Ignoring the pictures, copy the data exactly.
*** Extracted information Section Begins ***
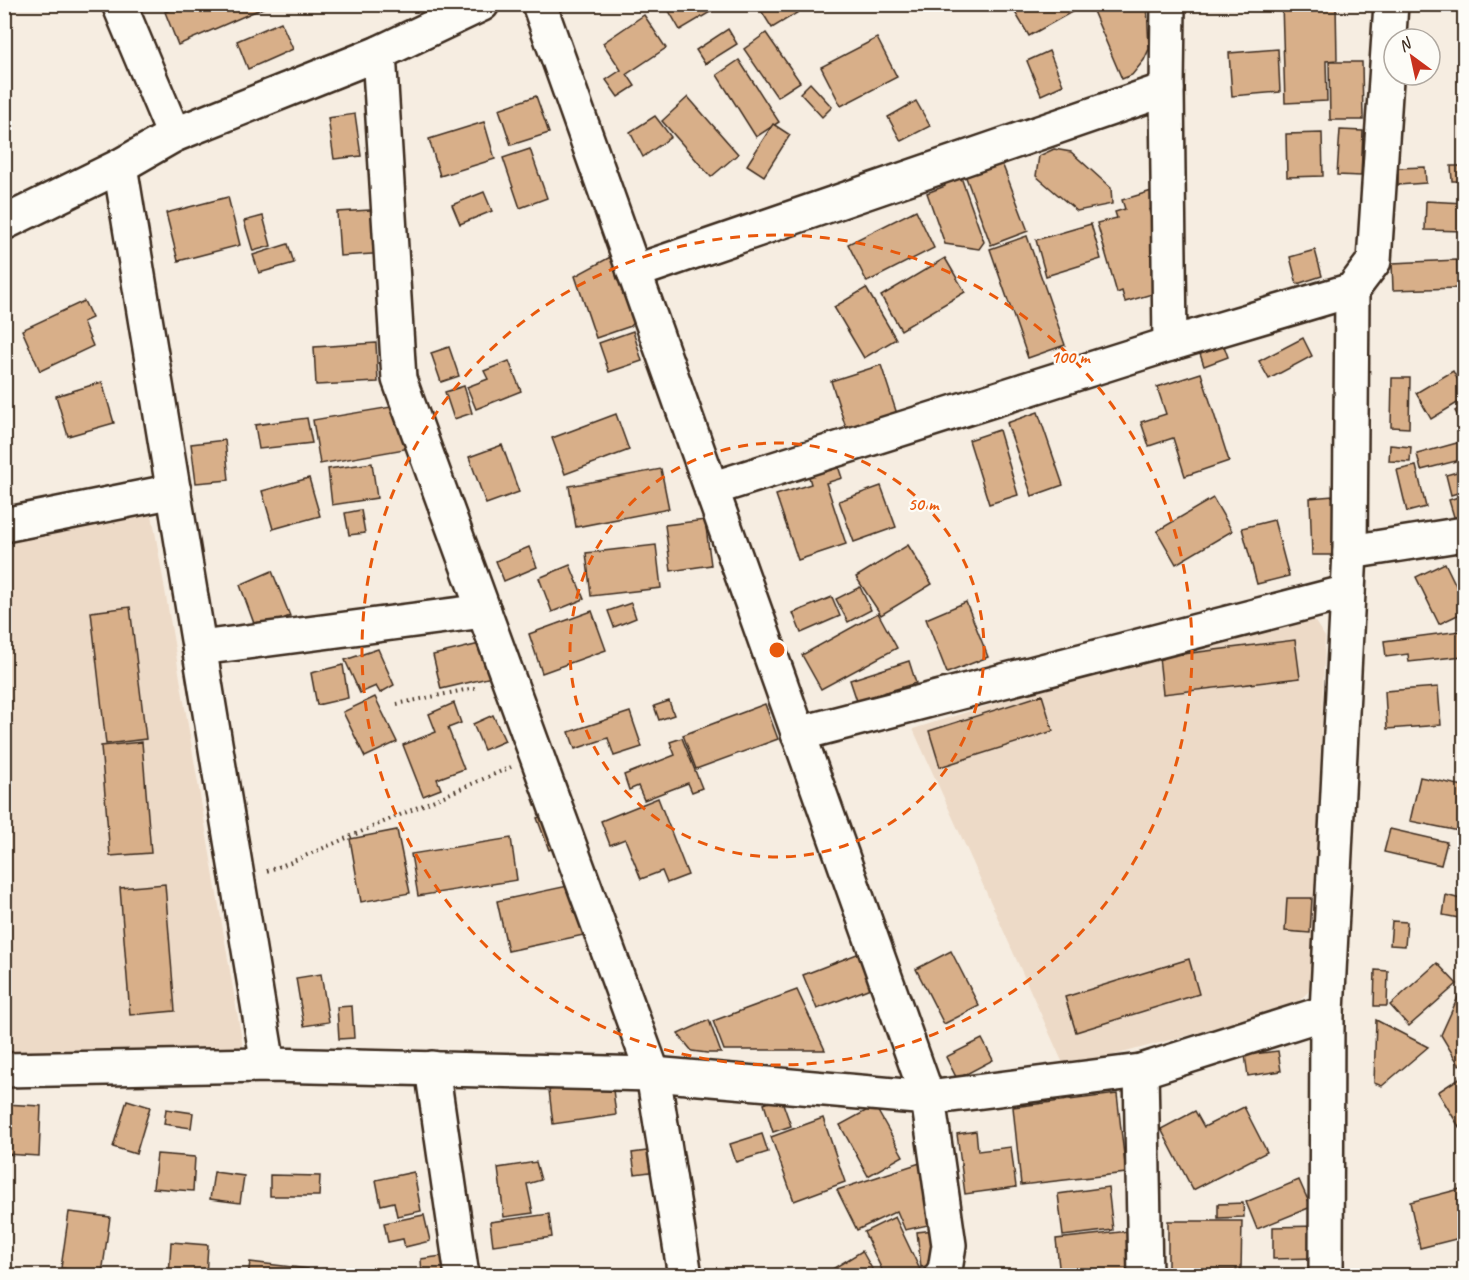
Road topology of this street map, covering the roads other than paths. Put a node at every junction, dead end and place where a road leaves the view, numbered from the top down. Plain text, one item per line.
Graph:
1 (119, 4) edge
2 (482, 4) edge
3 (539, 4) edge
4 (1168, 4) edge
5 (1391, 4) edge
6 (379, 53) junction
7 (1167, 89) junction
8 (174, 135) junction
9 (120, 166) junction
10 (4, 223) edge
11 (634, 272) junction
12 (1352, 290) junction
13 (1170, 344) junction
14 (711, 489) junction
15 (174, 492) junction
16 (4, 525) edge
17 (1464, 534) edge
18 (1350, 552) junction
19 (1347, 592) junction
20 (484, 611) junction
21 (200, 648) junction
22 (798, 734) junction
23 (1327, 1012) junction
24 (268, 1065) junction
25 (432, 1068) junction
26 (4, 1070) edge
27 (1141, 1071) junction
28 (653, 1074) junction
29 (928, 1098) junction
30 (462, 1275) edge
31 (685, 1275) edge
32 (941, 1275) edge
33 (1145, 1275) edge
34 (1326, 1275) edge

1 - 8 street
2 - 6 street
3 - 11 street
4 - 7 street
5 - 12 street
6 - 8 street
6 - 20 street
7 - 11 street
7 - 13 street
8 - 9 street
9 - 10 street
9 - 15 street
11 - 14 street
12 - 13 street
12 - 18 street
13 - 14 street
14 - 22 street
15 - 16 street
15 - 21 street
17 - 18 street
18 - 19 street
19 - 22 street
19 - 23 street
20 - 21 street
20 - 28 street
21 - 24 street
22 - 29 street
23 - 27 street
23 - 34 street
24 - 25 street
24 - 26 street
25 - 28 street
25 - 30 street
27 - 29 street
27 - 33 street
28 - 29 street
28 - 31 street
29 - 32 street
*** Extracted information Section Ends ***
▶ **Answer for the task**:
Road topology of this street map, covering the roads other than paths. Put a node at every junction, dead end and place where a road leaves the view, numbered from the top down. Plain text, one item per line.
Graph:
1 (119, 4) edge
2 (482, 4) edge
3 (539, 4) edge
4 (1168, 4) edge
5 (1391, 4) edge
6 (379, 53) junction
7 (1167, 89) junction
8 (174, 135) junction
9 (120, 166) junction
10 (4, 223) edge
11 (634, 272) junction
12 (1352, 290) junction
13 (1170, 344) junction
14 (711, 489) junction
15 (174, 492) junction
16 (4, 525) edge
17 (1464, 534) edge
18 (1350, 552) junction
19 (1347, 592) junction
20 (484, 611) junction
21 (200, 648) junction
22 (798, 734) junction
23 (1327, 1012) junction
24 (268, 1065) junction
25 (432, 1068) junction
26 (4, 1070) edge
27 (1141, 1071) junction
28 (653, 1074) junction
29 (928, 1098) junction
30 (462, 1275) edge
31 (685, 1275) edge
32 (941, 1275) edge
33 (1145, 1275) edge
34 (1326, 1275) edge

1 - 8 street
2 - 6 street
3 - 11 street
4 - 7 street
5 - 12 street
6 - 8 street
6 - 20 street
7 - 11 street
7 - 13 street
8 - 9 street
9 - 10 street
9 - 15 street
11 - 14 street
12 - 13 street
12 - 18 street
13 - 14 street
14 - 22 street
15 - 16 street
15 - 21 street
17 - 18 street
18 - 19 street
19 - 22 street
19 - 23 street
20 - 21 street
20 - 28 street
21 - 24 street
22 - 29 street
23 - 27 street
23 - 34 street
24 - 25 street
24 - 26 street
25 - 28 street
25 - 30 street
27 - 29 street
27 - 33 street
28 - 29 street
28 - 31 street
29 - 32 street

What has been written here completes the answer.